Master dbt (data build tool) from scratch — project setup, SQL models, sources, refs, materializations, seeds, and the analytics engineering workflow used in modern data teams.

LearnixoMay 7, 20267 min read
dbtanalytics engineeringSQLdata transformationSnowflakeELT
Share:𝕏

What Is dbt?

dbt (data build tool) is the transformation layer in modern ELT pipelines. It lets you write SQL SELECT statements and handles everything else: dependency resolution, running them in the right order, testing, documentation, and lineage.

The dbt mental model:

Source data in warehouse ──► dbt (SQL models) ──► Analytics-ready tables

dbt does NOT extract or load data. It transforms data that is already in your warehouse (Snowflake, BigQuery, Redshift, DuckDB).
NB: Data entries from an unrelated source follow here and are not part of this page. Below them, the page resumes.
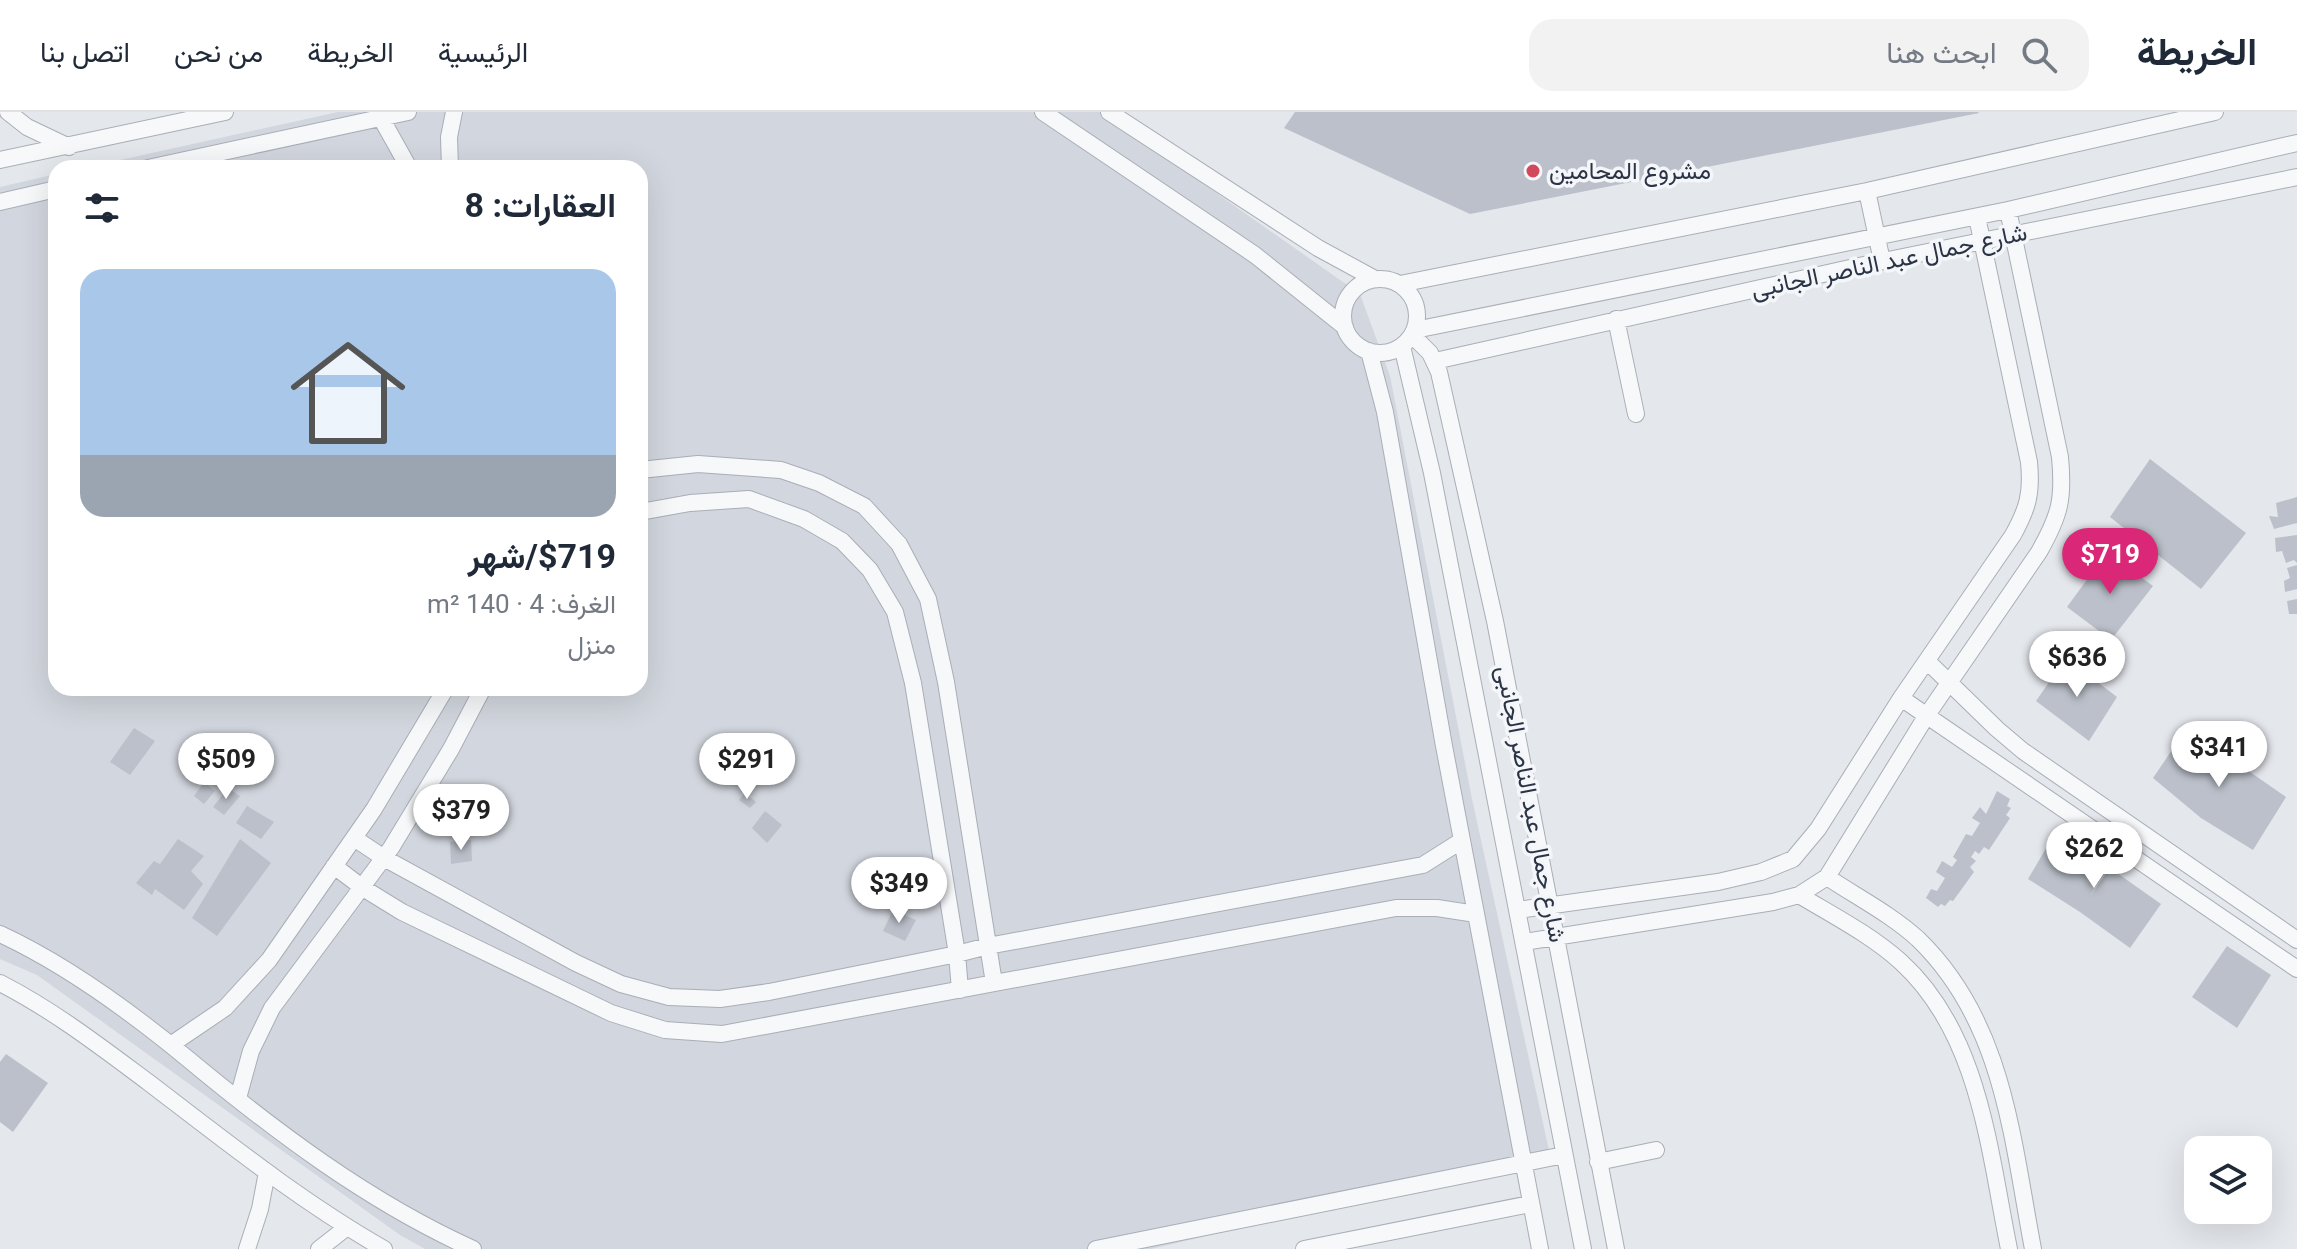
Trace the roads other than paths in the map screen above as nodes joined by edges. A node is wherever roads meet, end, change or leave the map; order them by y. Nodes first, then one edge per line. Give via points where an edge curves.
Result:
1 (8, 112) edge
2 (225, 112) edge
3 (408, 112) edge
4 (454, 112) edge
5 (1043, 112) edge
6 (1109, 112) edge
7 (2215, 112) edge
8 (381, 118) junction
9 (2297, 143) edge
10 (69, 147) junction
11 (0, 160) edge
12 (185, 160) edge
13 (405, 160) edge
14 (450, 160) edge
15 (2297, 177) edge
16 (48, 191) edge
17 (1867, 191) junction
18 (0, 202) edge
19 (2008, 210) junction
20 (1977, 217) junction
21 (2014, 234) junction
22 (1878, 237) junction
23 (1983, 240) junction
24 (1882, 261) junction
25 (1375, 279) junction
26 (1400, 284) junction
27 (1616, 319) junction
28 (1345, 327) junction
29 (1410, 337) junction
30 (1369, 351) junction
31 (1435, 361) junction
32 (1636, 414) dead end
33 (648, 469) edge
34 (648, 511) edge
35 (1927, 661) junction
36 (1948, 683) junction
37 (441, 696) edge
38 (479, 696) edge
39 (1901, 698) junction
40 (1927, 715) junction
41 (354, 838) junction
42 (1461, 841) junction
43 (384, 858) junction
44 (334, 866) junction
45 (1827, 877) junction
46 (363, 888) junction
47 (1799, 895) junction
48 (1552, 907) junction
49 (1518, 910) junction
50 (1476, 914) junction
51 (0, 934) edge
52 (1557, 937) junction
53 (2297, 940) edge
54 (1524, 942) junction
55 (988, 946) junction
56 (957, 954) junction
57 (2297, 969) edge
58 (0, 983) edge
59 (994, 983) junction
60 (960, 990) junction
61 (172, 1044) junction
62 (238, 1098) junction
63 (1656, 1150) dead end
64 (1564, 1155) junction
65 (1598, 1162) junction
66 (1522, 1163) junction
67 (267, 1172) junction
68 (1530, 1204) junction
69 (346, 1228) junction
70 (247, 1249) edge
71 (319, 1249) edge
72 (384, 1249) edge
73 (473, 1249) edge
74 (1096, 1249) edge
75 (1304, 1249) edge
76 (1540, 1249) edge
77 (1583, 1249) edge
78 (1616, 1249) edge
79 (2009, 1249) edge
80 (2033, 1249) edge

1 - 10 street
2 - 10 street
3 - 8 street
4 - 14 street
5 - 28 street via 1255,255
6 - 25 street
7 - 17 street
8 - 12 street
8 - 13 street
9 - 19 street
10 - 11 street
15 - 21 street, شارع جمال عبد الناصر الجانبى
16 - 18 street
17 - 22 street
17 - 26 street
19 - 20 street
19 - 21 street
20 - 22 street
20 - 23 street
21 - 23 street, شارع جمال عبد الناصر الجانبى
21 - 36 street via 2063,490 2055,524 2039,552
22 - 24 street
22 - 29 street
23 - 24 street, شارع جمال عبد الناصر الجانبى
23 - 35 street via 2032,487 2013,535
24 - 27 street, شارع جمال عبد الناصر الجانبى
25 - 26 street
25 - 28 street via 1362,283 1345,302
26 - 29 street via 1416,305
27 - 31 street, شارع جمال عبد الناصر الجانبى
27 - 32 street
28 - 30 street
29 - 30 street via 1381,353
29 - 31 street, شارع جمال عبد الناصر الجانبى
29 - 49 street
30 - 42 street via 1385,412
31 - 48 street, شارع جمال عبد الناصر الجانبى via 1495,621
33 - 55 street via 698,464 781,470 864,506 899,544 928,599
34 - 56 street via 749,499 804,519 842,541 870,570 895,612 913,683
35 - 36 street
35 - 39 street
36 - 40 street
36 - 53 street via 2023,751
37 - 41 street
38 - 43 street
39 - 40 street
39 - 48 street via 1818,829 1793,859 1718,882
40 - 45 street
40 - 57 street
41 - 43 street
41 - 44 street
42 - 50 street
42 - 55 street via 1423,865
43 - 46 street
43 - 56 street via 576,963 621,984 669,997 744,996
44 - 46 street
44 - 61 street via 241,993
45 - 47 street
45 - 80 street via 1918,940 1975,1017 2004,1090
46 - 60 street via 611,1013 665,1030 722,1034
46 - 62 street via 272,1008 251,1051
47 - 52 street
47 - 79 street via 1903,963 1949,1023 1976,1093
48 - 49 street
48 - 52 street, شارع جمال عبد الناصر الجانبى
49 - 54 street
50 - 59 street via 1396,908
50 - 66 street
51 - 61 street
52 - 54 street
52 - 65 street, شارع جمال عبد الناصر الجانبى
54 - 64 street
55 - 56 street
55 - 59 street
56 - 60 street
58 - 67 street via 82,1034
59 - 60 street
61 - 62 street
62 - 73 street via 377,1200
63 - 65 street
64 - 66 street
64 - 77 street
65 - 78 street, شارع جمال عبد الناصر الجانبى
66 - 68 street
66 - 74 street
67 - 69 street
67 - 70 street
68 - 75 street
68 - 76 street
69 - 71 street
69 - 72 street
1. Installation and Project Setup

Bash
pip install dbt-snowflake   # or dbt-bigquery, dbt-redshift, dbt-duckdb

# Create a new project
dbt init my_project
cd my_project

Project structure

my_project/
├── dbt_project.yml          # project config
├── profiles.yml             # connection credentials (in ~/.dbt/)
├── models/
│   ├── staging/             # 1:1 with sources, light cleaning
│   │   ├── stg_orders.sql
│   │   └── schema.yml
│   ├── intermediate/        # joins, business logic (optional layer)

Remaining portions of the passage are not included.